* TASK GOAL
This exercise needs all of the entries set down again, exactly as they read.

* Collected data

⁂

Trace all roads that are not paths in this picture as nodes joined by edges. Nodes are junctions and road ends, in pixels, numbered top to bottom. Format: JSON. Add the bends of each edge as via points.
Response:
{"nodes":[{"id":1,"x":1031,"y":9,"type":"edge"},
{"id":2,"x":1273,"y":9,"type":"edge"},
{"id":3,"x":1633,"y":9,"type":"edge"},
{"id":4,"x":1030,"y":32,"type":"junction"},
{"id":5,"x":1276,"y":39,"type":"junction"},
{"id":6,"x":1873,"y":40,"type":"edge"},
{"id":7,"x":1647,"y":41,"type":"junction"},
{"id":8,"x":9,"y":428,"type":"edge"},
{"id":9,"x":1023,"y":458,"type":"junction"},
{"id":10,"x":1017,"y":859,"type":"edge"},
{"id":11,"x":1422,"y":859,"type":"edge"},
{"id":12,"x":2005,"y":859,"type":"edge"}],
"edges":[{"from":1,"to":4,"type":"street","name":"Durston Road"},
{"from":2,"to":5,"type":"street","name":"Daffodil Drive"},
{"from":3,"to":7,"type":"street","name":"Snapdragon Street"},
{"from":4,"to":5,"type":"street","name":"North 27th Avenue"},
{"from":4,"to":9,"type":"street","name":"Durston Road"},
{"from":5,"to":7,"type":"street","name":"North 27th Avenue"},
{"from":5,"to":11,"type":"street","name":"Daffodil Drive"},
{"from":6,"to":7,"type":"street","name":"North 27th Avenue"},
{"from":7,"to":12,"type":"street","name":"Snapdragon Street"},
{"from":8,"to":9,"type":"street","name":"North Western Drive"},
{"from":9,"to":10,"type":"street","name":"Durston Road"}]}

⁂

* RESULT OF THE TASK
Trace all roads that are not paths in this picture as nodes joined by edges. Nodes are junctions and road ends, in pixels, numbered top to bottom. Format: JSON. Add the bends of each edge as via points.
Response:
{"nodes":[{"id":1,"x":1031,"y":9,"type":"edge"},
{"id":2,"x":1273,"y":9,"type":"edge"},
{"id":3,"x":1633,"y":9,"type":"edge"},
{"id":4,"x":1030,"y":32,"type":"junction"},
{"id":5,"x":1276,"y":39,"type":"junction"},
{"id":6,"x":1873,"y":40,"type":"edge"},
{"id":7,"x":1647,"y":41,"type":"junction"},
{"id":8,"x":9,"y":428,"type":"edge"},
{"id":9,"x":1023,"y":458,"type":"junction"},
{"id":10,"x":1017,"y":859,"type":"edge"},
{"id":11,"x":1422,"y":859,"type":"edge"},
{"id":12,"x":2005,"y":859,"type":"edge"}],
"edges":[{"from":1,"to":4,"type":"street","name":"Durston Road"},
{"from":2,"to":5,"type":"street","name":"Daffodil Drive"},
{"from":3,"to":7,"type":"street","name":"Snapdragon Street"},
{"from":4,"to":5,"type":"street","name":"North 27th Avenue"},
{"from":4,"to":9,"type":"street","name":"Durston Road"},
{"from":5,"to":7,"type":"street","name":"North 27th Avenue"},
{"from":5,"to":11,"type":"street","name":"Daffodil Drive"},
{"from":6,"to":7,"type":"street","name":"North 27th Avenue"},
{"from":7,"to":12,"type":"street","name":"Snapdragon Street"},
{"from":8,"to":9,"type":"street","name":"North Western Drive"},
{"from":9,"to":10,"type":"street","name":"Durston Road"}]}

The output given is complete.